Золотистый песок присыпал расползшуюся гимнастерку, набился в подсумок. Приглядевшись, ребята заметили торчащий из песка смятый алюминиевый котелок.

Сашок подцепил его за дужку концом зачехленного спиннинга, вытащил на поверхность. Высыпав из котелка песок, прочли выбитое на нем неровными точками: «П. Рогов».

— Вить, — уставился на друга Сашок. — Вить, это же его сына котелок, сына нашего полковника.

Следующие несколько ольшин, крепко схваченные дерном, Сашок с Витяем отворачивали с такой поспешностью, словно еще надеялись помочь тому, кого здесь засыпало взрывом тридцать лет назад. Но то, что открылось в ярком солнечном свете на дне песчаной ямы, заставило мальчишек в страхе попятиться.

На песке во весь рост лежали останки красноармейца. Сапоги. Застегнутая на все пуговицы гимнастерка. Рядом рыжая от ржавчины винтовка с трехгранным штыком. Из-под каски выбивалась прядь пыльных светлых волос. И смотрели в небо огромные пустые глазницы.

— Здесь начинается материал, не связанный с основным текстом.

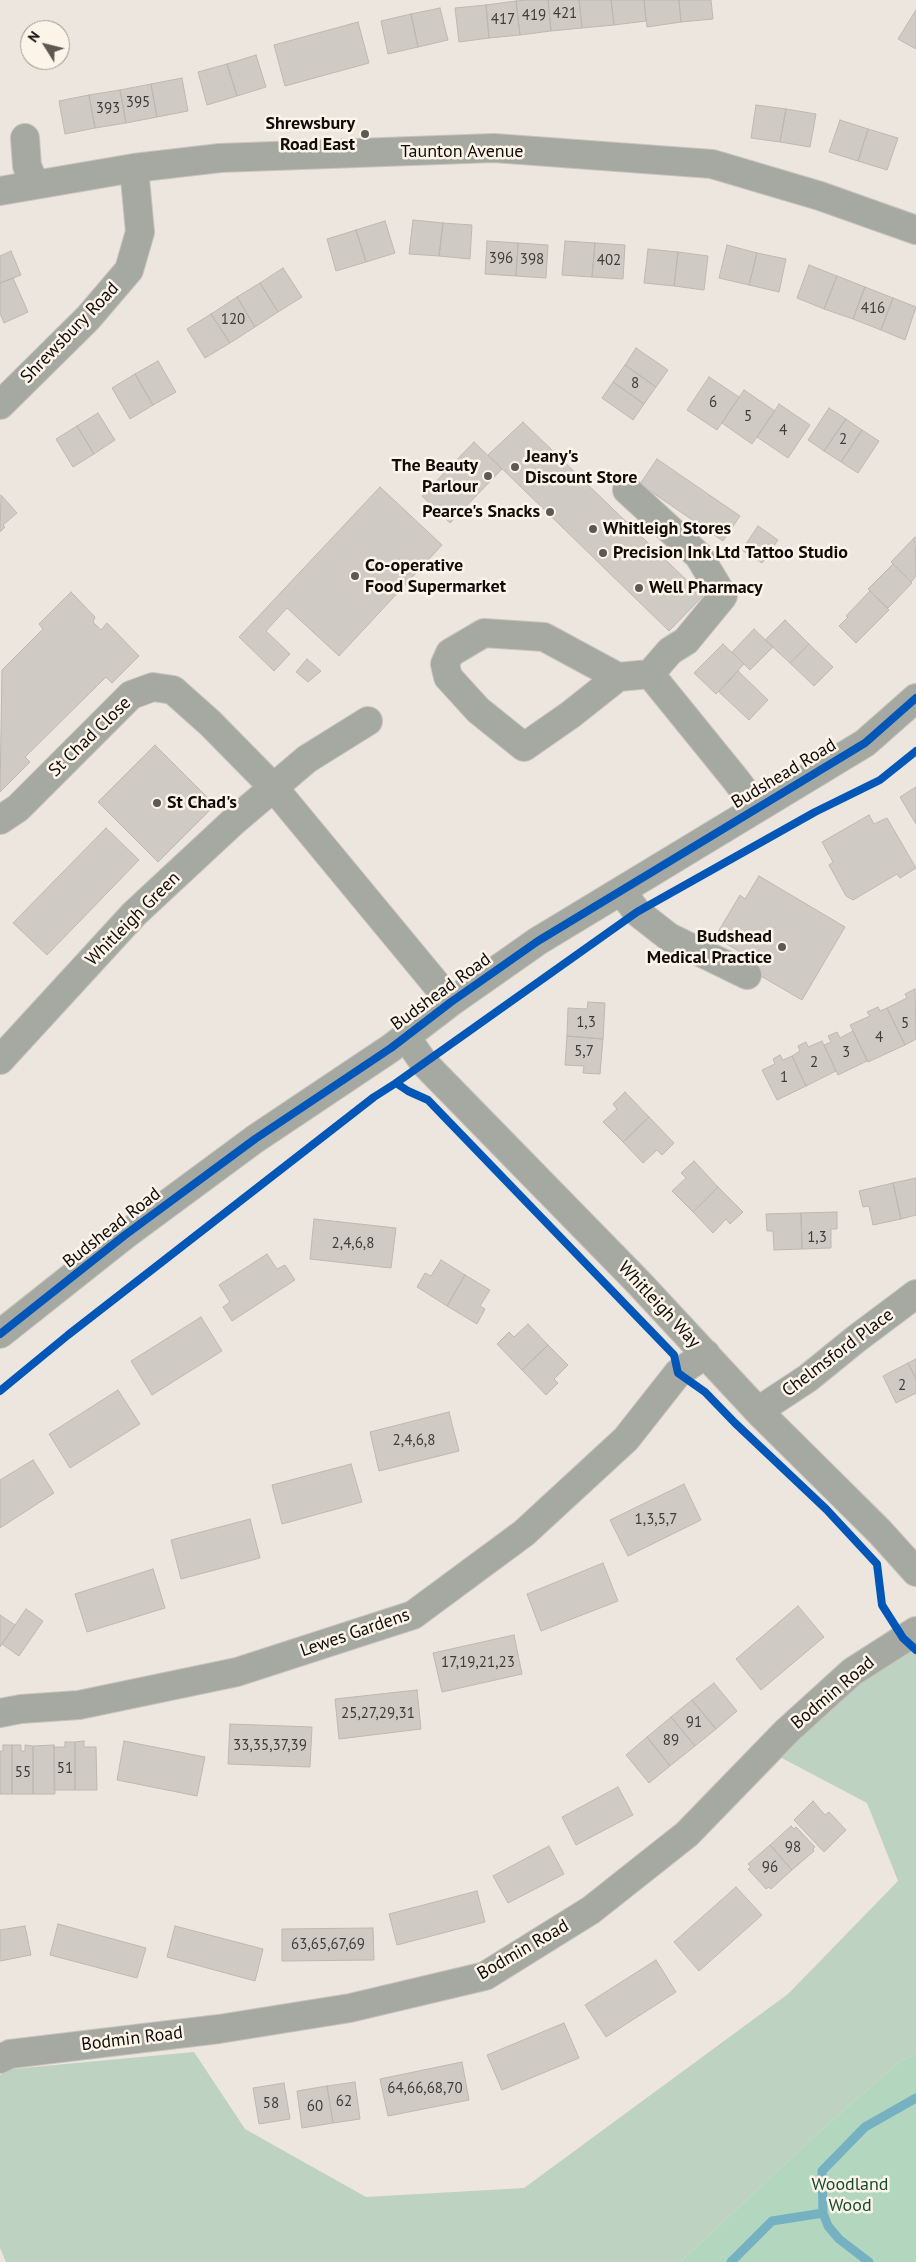 <!DOCTYPE html>
<html>
<head>
<meta charset="utf-8">
<style>
	body { margin:0 }
	#map { position:relative; width:916px; height:2262px; overflow:hidden; background:#ece6df; font-family:"PT Sans",sans-serif }
	canvas { display:block }
	.north { position:absolute; left:20px; top:20px; width:50px; height:50px; box-sizing:border-box; background:#fdf4e9; border:1px solid #9e978f; border-radius:50%; rotate:306deg; font-size:14px; font-weight:700; line-height:20px; text-align:center; color:#100c08 }
	.north::after { content:''; display:block; margin:auto; width:18px; height:22px; background:#5d5853; clip-path:polygon(50% 0,100% 100%,50% 72%,0 100%) }
</style>
</head>
<body>
<div id="map">
<canvas width="916" height="2262"></canvas>
<div class="north">N</div>
</div>
<script>
const ctx = document.querySelector('canvas').getContext('2d');
ctx.lineJoin = 'round';
function fillPath(path, color) { ctx.fillStyle = color; ctx.fill(path, 'evenodd'); }
const poly = rows => new Path2D(rows.map(r => 'M' + r).join(''));
function stroke(path, color, width, dash) { ctx.strokeStyle = color; ctx.lineWidth = width; ctx.lineCap = dash ? 'butt' : 'round'; ctx.setLineDash(dash || []); ctx.stroke(path); }
function write(font, color, halo, rows, align = 'center') {
  ctx.font = font + ' "PT Sans",sans-serif'; ctx.lineWidth = 5; ctx.setLineDash([]); ctx.textBaseline = 'middle'; ctx.strokeStyle = halo; ctx.fillStyle = color; for (const [text, x, y, turn = 0] of rows) {
    ctx.save(); ctx.translate(x, y); ctx.rotate((+turn || 0) * Math.PI / 180); ctx.textAlign = isNaN(turn) ? turn : align; if (halo) ctx.strokeText(text, 0, 0); ctx.fillText(text, 0, 0); ctx.restore();
  }
}
const green = poly([
	[916,1638,916,2054,899,2062,819,2132,680,2262,6,2262,0,2248,0,2075,12,2069,194,2052,245,2129,366,2197,524,2188,788,1994,898,1881,867,1803,776,1755,881,1653]
]);
const forest = poly([
	[916,2054,916,2262,680,2262,819,2132,899,2062]
]);
const stream = poly([
	[823,2213,828,2226,839,2239,869,2262],
	[731,2262,772,2221,823,2213,822,2171,865,2127,916,2098]
]);
const building = poly([
	[528,0,548,0,551,31,520,35,516,1,528,0],
	[548,0,579,0,582,28,551,31,548,0],
	[579,0,611,0,614,25,582,28,579,0],
	[611,0,644,0,646,21,614,25,611,0],
	[644,0,679,0,681,22,647,27,644,0],
	[679,0,711,0,713,19,681,22,679,0],
	[516,1,520,35,489,38,486,5,516,1],
	[486,5,489,38,459,42,455,8,486,5],
	[440,8,448,40,418,47,411,14,440,8],
	[916,10,916,49,898,39,916,10],
	[411,14,418,47,388,54,381,21,411,14],
	[358,22,369,63,285,86,274,45,358,22],
	[256,55,266,87,237,96,227,64,256,55],
	[227,64,237,96,207,105,198,72,227,64],
	[182,78,188,111,157,117,151,84,182,78],
	[151,84,157,117,126,123,120,90,151,84],
	[120,90,126,123,95,128,89,95,120,90],
	[89,95,95,128,65,134,59,101,89,95],
	[756,105,786,109,780,142,751,138,756,105],
	[786,109,816,114,810,147,780,142,786,109],
	[840,120,868,129,858,161,829,152,840,120],
	[868,129,898,138,887,170,858,161,868,129],
	[413,220,443,223,439,256,409,254,413,220],
	[385,221,395,253,366,262,356,230,385,221],
	[443,223,472,225,470,259,439,256,443,223],
	[356,230,366,262,336,271,327,239,356,230],
	[487,241,518,243,516,276,485,274,487,241],
	[565,241,595,243,592,277,562,275,565,241],
	[518,243,548,245,546,278,516,276,518,243],
	[595,243,625,245,623,279,592,277,595,243],
	[727,245,757,253,749,285,719,278,727,245],
	[648,249,678,252,674,286,644,283,648,249],
	[11,251,21,275,0,283,0,256,11,251],
	[678,252,708,256,704,290,674,286,678,252],
	[757,253,786,259,779,292,749,285,757,253],
	[809,265,837,276,824,309,797,298,809,265],
	[283,268,302,297,278,312,260,283,283,268],
	[837,276,865,287,853,319,824,309,837,276],
	[13,278,28,312,4,323,0,313,0,283,13,278],
	[260,283,278,312,255,327,237,297,260,283],
	[865,287,893,298,881,330,853,319,865,287],
	[237,297,255,327,230,343,211,314,237,297],
	[893,298,916,307,905,340,881,330,893,298],
	[211,314,230,343,205,358,187,329,211,314],
	[636,348,668,370,656,387,625,365,636,348],
	[158,361,176,392,153,405,135,374,158,361],
	[625,365,656,387,644,404,613,382,625,365],
	[135,374,153,405,130,419,112,388,135,374],
	[709,377,739,397,717,430,687,410,709,377],
	[613,382,644,404,633,420,602,398,613,382],
	[744,390,775,411,752,444,722,423,744,390],
	[779,404,810,425,788,458,757,437,779,404],
	[829,408,846,419,824,451,808,440,829,408],
	[98,413,115,440,94,454,77,426,98,413],
	[846,419,862,430,841,462,824,451,846,419],
	[523,422,703,596,669,631,488,455,523,422],
	[77,426,94,454,73,467,56,439,77,426],
	[862,430,879,441,858,473,841,462,862,430],
	[474,442,502,469,450,523,422,496,474,442],
	[657,459,740,516,723,541,640,484,657,459],
	[380,487,442,545,339,656,287,608,266,631,290,654,274,671,239,637,380,487],
	[1,495,17,513,3,525,5,527,0,532,1,495],
	[758,526,778,540,762,563,742,550,758,526],
	[915,537,916,576,911,582,891,562,915,537],
	[893,564,912,583,888,608,868,589,893,564],
	[870,591,889,610,856,643,839,626,848,617,846,616,870,591],
	[71,592,95,617,93,622,101,630,107,623,139,656,112,683,106,677,25,757,30,762,0,792,2,670,43,629,39,624,71,592],
	[785,620,809,644,790,663,765,640,785,620],
	[754,629,773,647,750,670,732,652,754,629],
	[723,644,744,664,716,694,694,673,723,644],
	[809,644,833,667,814,686,790,663,809,644],
	[307,659,321,671,308,682,296,672,307,659],
	[738,671,768,700,749,720,719,692,738,671],
	[155,745,215,805,158,862,98,802,155,745],
	[916,787,916,824,900,797,916,787],
	[869,815,874,824,887,818,916,868,900,878,897,874,853,900,846,896,829,865,833,862,822,842,869,815],
	[106,828,139,860,47,955,13,923,106,828],
	[759,876,845,927,802,1000,742,965,747,956,715,937,740,895,745,899,759,876],
	[915,989,916,1039,905,1045,887,1008,907,998,905,994,915,989],
	[588,1002,605,1003,603,1039,567,1036,568,1008,587,1009,588,1002],
	[878,1007,880,1011,887,1008,905,1045,868,1062,850,1025,870,1016,867,1012,878,1007],
	[853,1031,867,1061,838,1075,824,1045,831,1042,828,1036,837,1032,840,1038,853,1031],
	[567,1036,603,1039,600,1074,583,1073,584,1066,565,1065,567,1036],
	[822,1041,836,1071,806,1086,792,1056,800,1051,798,1046,806,1042,808,1047,822,1041],
	[780,1055,783,1060,792,1056,806,1086,777,1100,762,1070,775,1064,773,1059,780,1055],
	[625,1092,649,1117,623,1142,603,1122,617,1109,613,1104,625,1092],
	[649,1117,674,1143,662,1155,657,1150,643,1163,623,1142,649,1117],
	[694,1161,718,1187,693,1212,672,1191,686,1178,681,1173,694,1161],
	[916,1178,916,1215,901,1219,893,1183,916,1178],
	[893,1183,901,1219,873,1225,869,1206,863,1207,859,1191,893,1183],
	[718,1187,743,1212,730,1224,726,1219,713,1233,693,1212,718,1187],
	[837,1212,837,1229,831,1229,831,1248,802,1249,801,1213,837,1212],
	[801,1213,802,1249,774,1250,773,1231,767,1231,766,1214,801,1213],
	[314,1219,396,1228,391,1268,310,1259,314,1219],
	[267,1254,277,1269,285,1265,295,1280,232,1321,223,1307,230,1302,219,1285,267,1254],
	[441,1260,465,1275,447,1306,417,1287,425,1273,431,1276,441,1260],
	[465,1275,490,1290,480,1306,485,1309,477,1324,447,1306,465,1275],
	[201,1317,222,1351,152,1395,131,1361,201,1317],
	[528,1324,548,1345,522,1370,497,1344,509,1332,514,1337,528,1324],
	[548,1345,568,1365,554,1379,558,1383,546,1395,522,1370,548,1345],
	[916,1359,916,1379,908,1363,916,1359],
	[908,1363,916,1379,916,1393,896,1403,883,1376,908,1363],
	[118,1390,140,1424,70,1468,49,1434,118,1390],
	[449,1412,459,1451,379,1471,370,1432,449,1412],
	[33,1460,54,1493,0,1528,0,1480,33,1460],
	[351,1464,362,1502,282,1524,272,1485,351,1464],
	[684,1484,701,1520,628,1556,610,1520,684,1484],
	[250,1519,260,1558,181,1579,171,1540,250,1519],
	[603,1563,618,1601,541,1631,527,1594,603,1563],
	[153,1569,165,1608,87,1632,75,1594,153,1569],
	[798,1606,824,1637,761,1690,736,1659,798,1606],
	[26,1609,43,1621,19,1656,2,1644,26,1609],
	[0,1615,15,1625,0,1647,0,1615],
	[514,1635,522,1674,442,1692,433,1653,514,1635],
	[714,1683,737,1711,716,1729,692,1700,714,1683],
	[417,1690,421,1729,339,1739,335,1699,417,1690],
	[692,1700,716,1729,695,1746,671,1717,692,1700],
	[671,1717,695,1746,670,1766,647,1737,671,1717],
	[230,1724,312,1727,310,1767,228,1764,230,1724],
	[647,1737,670,1766,649,1783,626,1755,647,1737],
	[84,1741,84,1747,96,1747,97,1790,75,1790,75,1742,84,1741],
	[124,1741,205,1757,197,1796,117,1780,124,1741],
	[65,1742,75,1742,75,1790,54,1790,54,1747,65,1747,65,1742],
	[3,1745,12,1745,12,1794,0,1794,0,1751,3,1751,3,1745],
	[12,1745,21,1745,21,1751,25,1751,25,1745,33,1746,33,1794,12,1794,12,1745],
	[54,1745,55,1794,33,1794,33,1746,54,1745],
	[618,1787,633,1815,576,1845,562,1817,618,1787],
	[813,1801,825,1815,829,1812,846,1830,824,1852,794,1820,813,1801],
	[791,1826,794,1829,796,1827,815,1847,813,1849,814,1851,792,1870,770,1845,791,1826],
	[770,1845,792,1870,771,1889,769,1887,766,1889,748,1869,751,1867,748,1864,770,1845],
	[549,1846,564,1874,508,1903,493,1876,549,1846],
	[736,1887,762,1915,699,1971,674,1942,736,1887],
	[477,1891,485,1922,397,1945,389,1914,477,1891],
	[58,1924,146,1948,137,1978,50,1955,58,1924],
	[25,1926,31,1955,0,1961,0,1930,25,1926],
	[175,1926,263,1949,255,1981,167,1957,175,1926],
	[373,1928,374,1960,282,1961,282,1929,373,1928],
	[656,1960,676,1992,606,2037,585,2005,656,1960],
	[564,2023,579,2058,502,2090,487,2055,564,2023],
	[462,2062,469,2100,388,2116,380,2079,462,2062],
	[355,2082,360,2119,333,2123,327,2086,355,2082],
	[284,2083,290,2119,259,2124,253,2088,284,2083],
	[327,2086,333,2123,302,2128,297,2091,327,2086]
]);
const minor = poly([
	[25,138,27,166,35,185],
	[0,191,134,168,220,158,494,148,712,164,820,196,916,230],
	[0,405,88,318,129,270,140,232,134,168],
	[627,490,699,556,723,596,686,641,670,651,650,674],
	[650,674,736,780,757,808],
	[618,677,544,637,484,633,450,653,445,664,448,677,478,710,524,747,570,715,618,677,650,674],
	[0,820,18,808,131,695,153,687,173,690,210,723,274,788,451,1002],
	[621,891,637,912,669,937,747,975],
	[406,1037,424,1063,639,1283,758,1411,880,1532,916,1572],
	[0,1060,134,914,234,821,307,759,368,721],
	[0,1334,125,1235,255,1139,391,1048,451,1002,538,941,865,743,916,698],
	[758,1411,808,1378,856,1339,916,1294],
	[0,1713,21,1709,79,1705,237,1672,413,1615,524,1533,626,1439,678,1373,706,1354],
	[0,2059,10,2054,219,2029,350,2008,485,1976,591,1910,687,1834,787,1731,852,1672,916,1631]
]);
const cycleway = poly([
	[396,1083,408,1091,428,1100,674,1355,678,1373,705,1392,735,1423,826,1509,877,1564,882,1605,903,1638,916,1650],
	[0,1334,125,1235,255,1139,391,1048,451,1002,538,941,865,743,916,698],
	[0,1391,68,1335,374,1097,396,1083,637,912,815,812,880,780,916,751]
]);
const markers = [
	[365,134,5,"#5d5853"],
	[515,467,5,"#5d5853"],
	[488,476,5,"#5d5853"],
	[550,512,5,"#5d5853"],
	[593,529,5,"#5d5853"],
	[603,553,5,"#5d5853"],
	[355,576,5,"#5d5853"],
	[639,588,5,"#5d5853"],
	[157,803,5,"#5d5853"],
	[782,947,5,"#5d5853"]
];
const numberNames = [
	["421",565,14],
	["419",534,16],
	["417",503,20],
	["395",138,103],
	["393",108,109],
	["396",501,259],
	["398",532,260],
	["402",609,261],
	["416",873,309],
	["120",233,320],
	["8",635,384],
	["6",713,403],
	["5",748,417],
	["4",783,431],
	["2",843,440],
	["1,3",586,1023],
	["5",905,1024],
	["4",879,1038],
	["5,7",584,1052],
	["3",846,1053],
	["2",814,1063],
	["1",784,1078],
	["1,3",817,1238],
	["2,4,6,8",353,1244],
	["2",902,1386],
	["2,4,6,8",414,1441],
	["1,3,5,7",656,1520],
	["17,19,21,23",478,1663],
	["25,27,29,31",378,1714],
	["91",694,1723],
	["89",671,1741],
	["33,35,37,39",270,1746],
	["51",65,1769],
	["55",23,1773],
	["98",793,1848],
	["96",770,1868],
	["63,65,67,69",328,1945],
	["64,66,68,70",425,2089],
	["62",344,2102],
	["58",271,2104],
	["60",315,2107]
];
const poiNames = [
	["Shrewsbury",355,124,"right"],
	["Road East",355,145,"right"],
	["Jeany's",525,457],
	["Discount Store",525,478],
	["The Beauty",478,466,"right"],
	["Parlour",478,487,"right"],
	["Pearce's Snacks",540,512,"right"],
	["Whitleigh Stores",603,529],
	["Precision Ink Ltd Tattoo Studio",613,553],
	["Co-operative",365,566],
	["Food Supermarket",365,587],
	["Well Pharmacy",649,588],
	["St Chad's",167,803],
	["Budshead",772,937,"right"],
	["Medical Practice",772,958,"right"]
];
const streetNames = [
	["Taunton Avenue",462,152],
	["Shrewsbury Road",70,333,-46],
	["St Chad Close",90,737,-44],
	["Budshead Road",784,774,-31],
	["Whitleigh Green",133,919,-45],
	["Budshead Road",441,992,-36],
	["Budshead Road",112,1228,-38],
	["Whitleigh Way",659,1305,47],
	["Chelmsford Place",838,1353,-37],
	["Lewes Gardens",355,1633,-19],
	["Bodmin Road",833,1693,-40],
	["Bodmin Road",523,1950,-30],
	["Bodmin Road",132,2039,-7]
];
const parkNames = [
	["Woodland",850,2185],
	["Wood",850,2206]
];
fillPath(green, '#bdd2c1');
fillPath(forest, '#b2d7be');
stroke(stream, '#76b1c2', 9);
fillPath(building, '#d0cac5');
stroke(building, '#bdb8b2', 1);
stroke(minor, '#c8c3bd', 30);
stroke(minor, '#a5a9a1', 28);
stroke(cycleway, '#0057b8', 8);
for (const [x, y, r, color] of markers) { const dot = new Path2D(); dot.arc(x, y, r, 0, 2 * Math.PI); ctx.fillStyle = color; ctx.fill(dot); stroke(dot, '#fdf4e9', 2); }
write('15px', '#403c37', null, numberNames);
write('bold 18px', '#100c08', '#fdf4e9', poiNames, 'left');
write('18px', '#100c08', '#fdf4e9', streetNames);
write('18px', '#144c32', '#fdf4e9', parkNames);
</script>
</body>
</html>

Перед Сашком, когда он в ужасе бежал из леса, так и стояли эти два пустых круглых отверстия.

— Деда Яков, деда Яков, — бормоча сухими губами, ворвался в избу к полковнику Сашок.

— Скорее, деда, — дергал старика за рукав кителя Витяй. — Скорее. Мы у вас спиннинги только половить взяли. Но мы и не ловили. Скорее. И подсумок у него пустой. У вашего сына. Скорее.